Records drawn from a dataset
::::

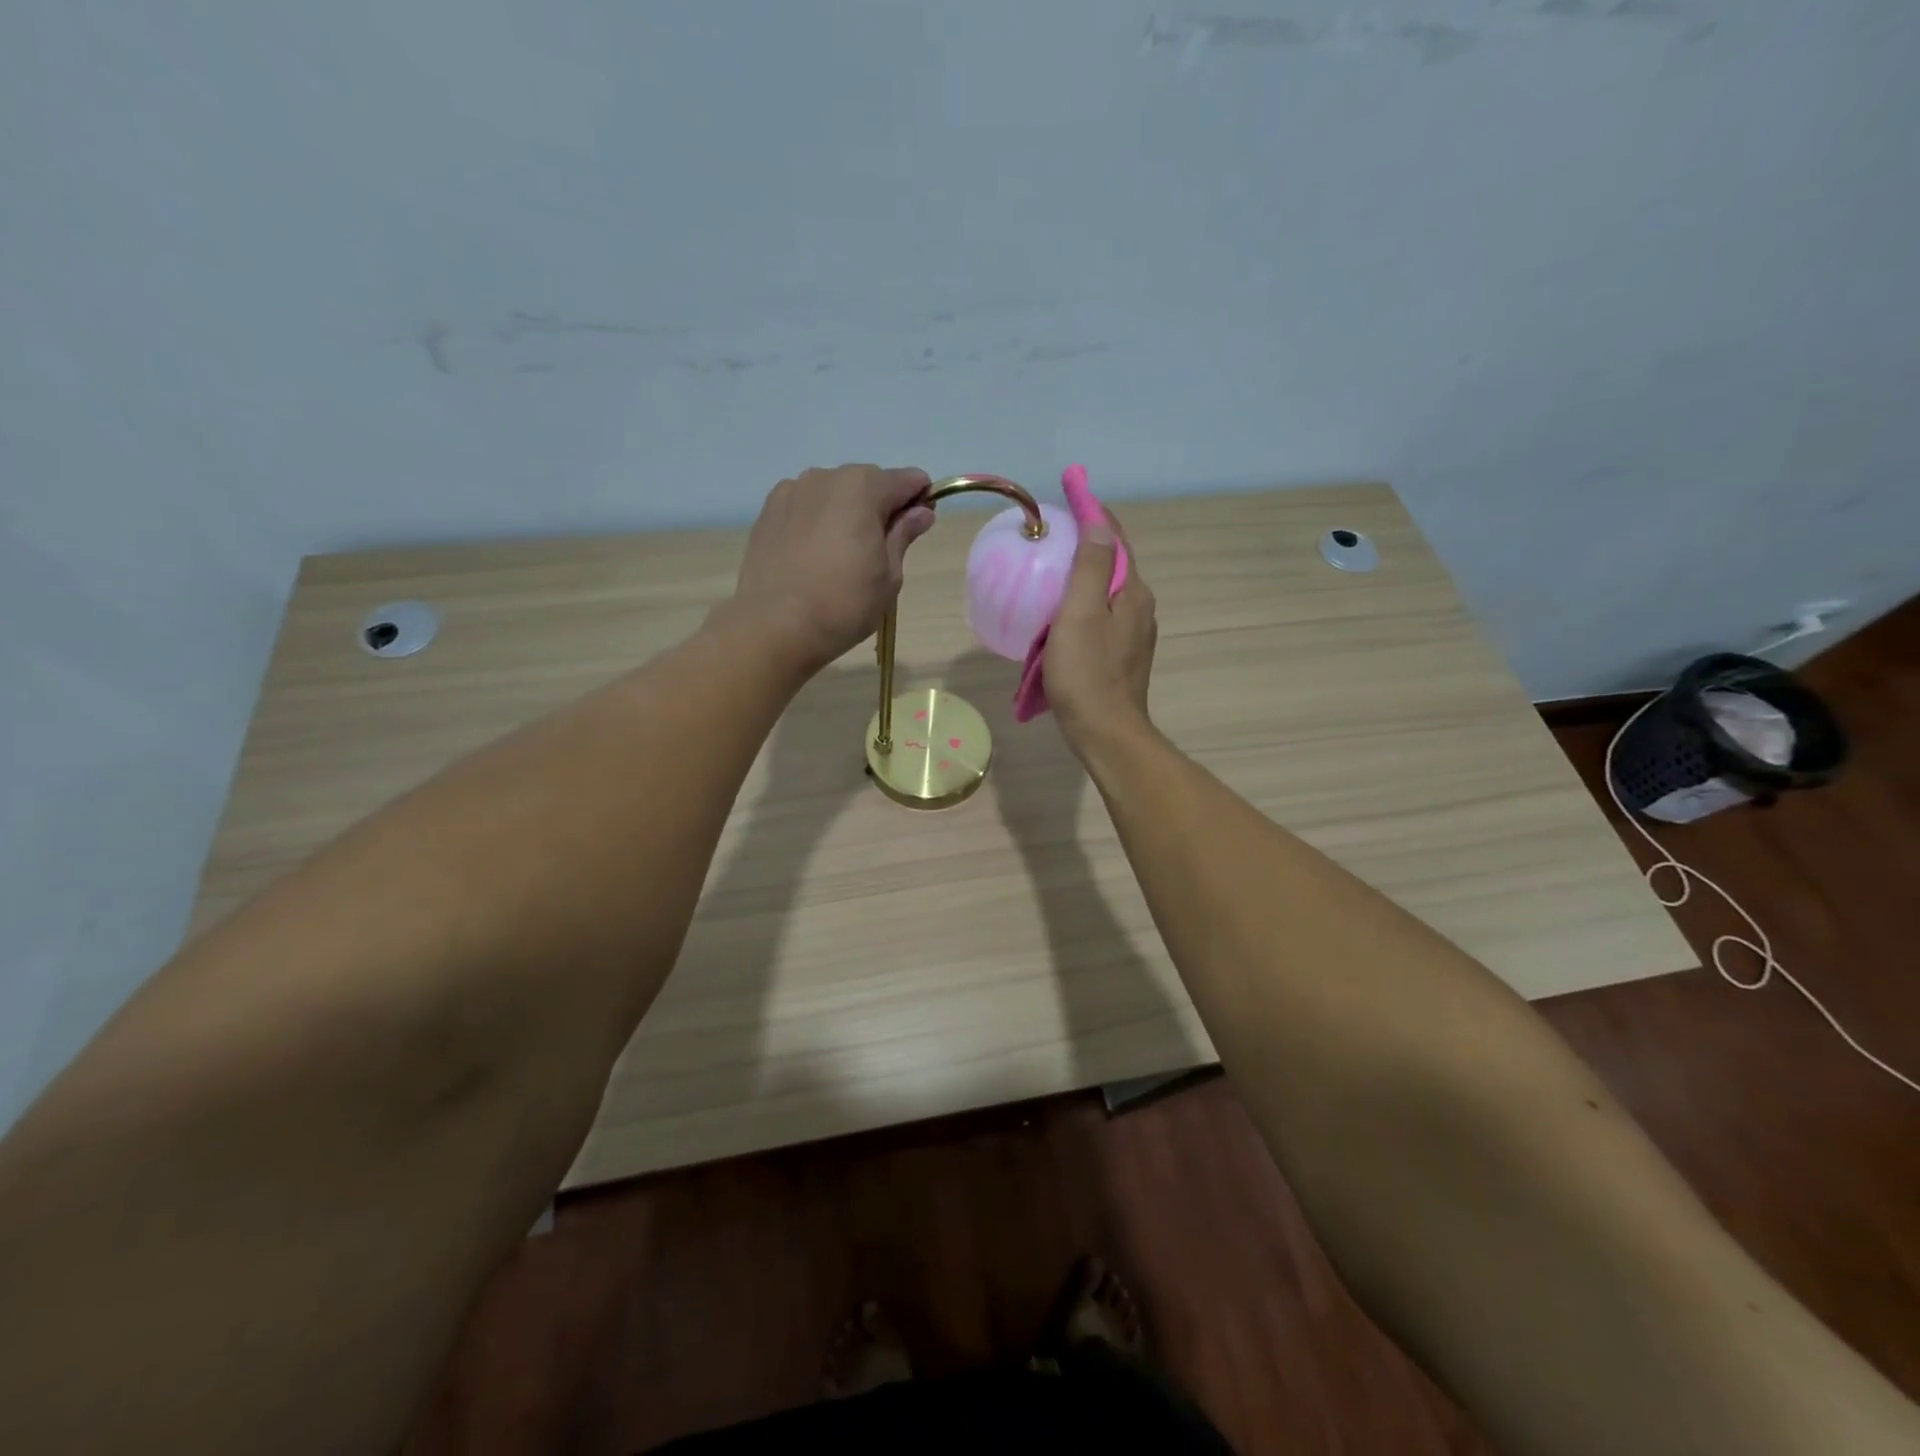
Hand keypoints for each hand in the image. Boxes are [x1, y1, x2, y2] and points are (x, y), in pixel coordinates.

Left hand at [727, 464, 936, 672]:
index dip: (919, 500)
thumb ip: (904, 535)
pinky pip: (805, 505)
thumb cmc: (844, 605)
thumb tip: (921, 512)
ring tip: (842, 555)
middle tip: (879, 551)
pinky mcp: (768, 511)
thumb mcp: (889, 576)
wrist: (774, 626)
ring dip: (846, 512)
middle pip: (868, 482)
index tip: (918, 528)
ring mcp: (792, 490)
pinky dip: (817, 520)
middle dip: (880, 506)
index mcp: (863, 488)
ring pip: (834, 493)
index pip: (907, 480)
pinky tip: (813, 554)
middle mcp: (826, 477)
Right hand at [1043, 510, 1157, 755]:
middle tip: (1050, 536)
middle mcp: (1139, 609)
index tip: (1071, 489)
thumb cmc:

::::

Which lines run from the one containing "middle tip: (879, 551)" to the end of the entries above? Print them exactly, both ends included, and nothing else.

middle tip: (879, 551)
pinky mcp: (768, 511)
thumb mcp: (889, 576)
wrist: (774, 626)
ring dip: (846, 512)
middle pip: (868, 482)
index tip: (918, 528)
ring mcp: (792, 490)
pinky dip: (817, 520)
middle dip: (880, 506)
index mcp: (863, 488)
ring pip: (834, 493)
index pip: (907, 480)
pinky tip: (813, 554)
middle mcp: (826, 477)
Right hand at [1043, 510, 1157, 755]:
middle tip: (1050, 536)
middle mcp: (1139, 609)
index tip: (1071, 489)
thumb cmc:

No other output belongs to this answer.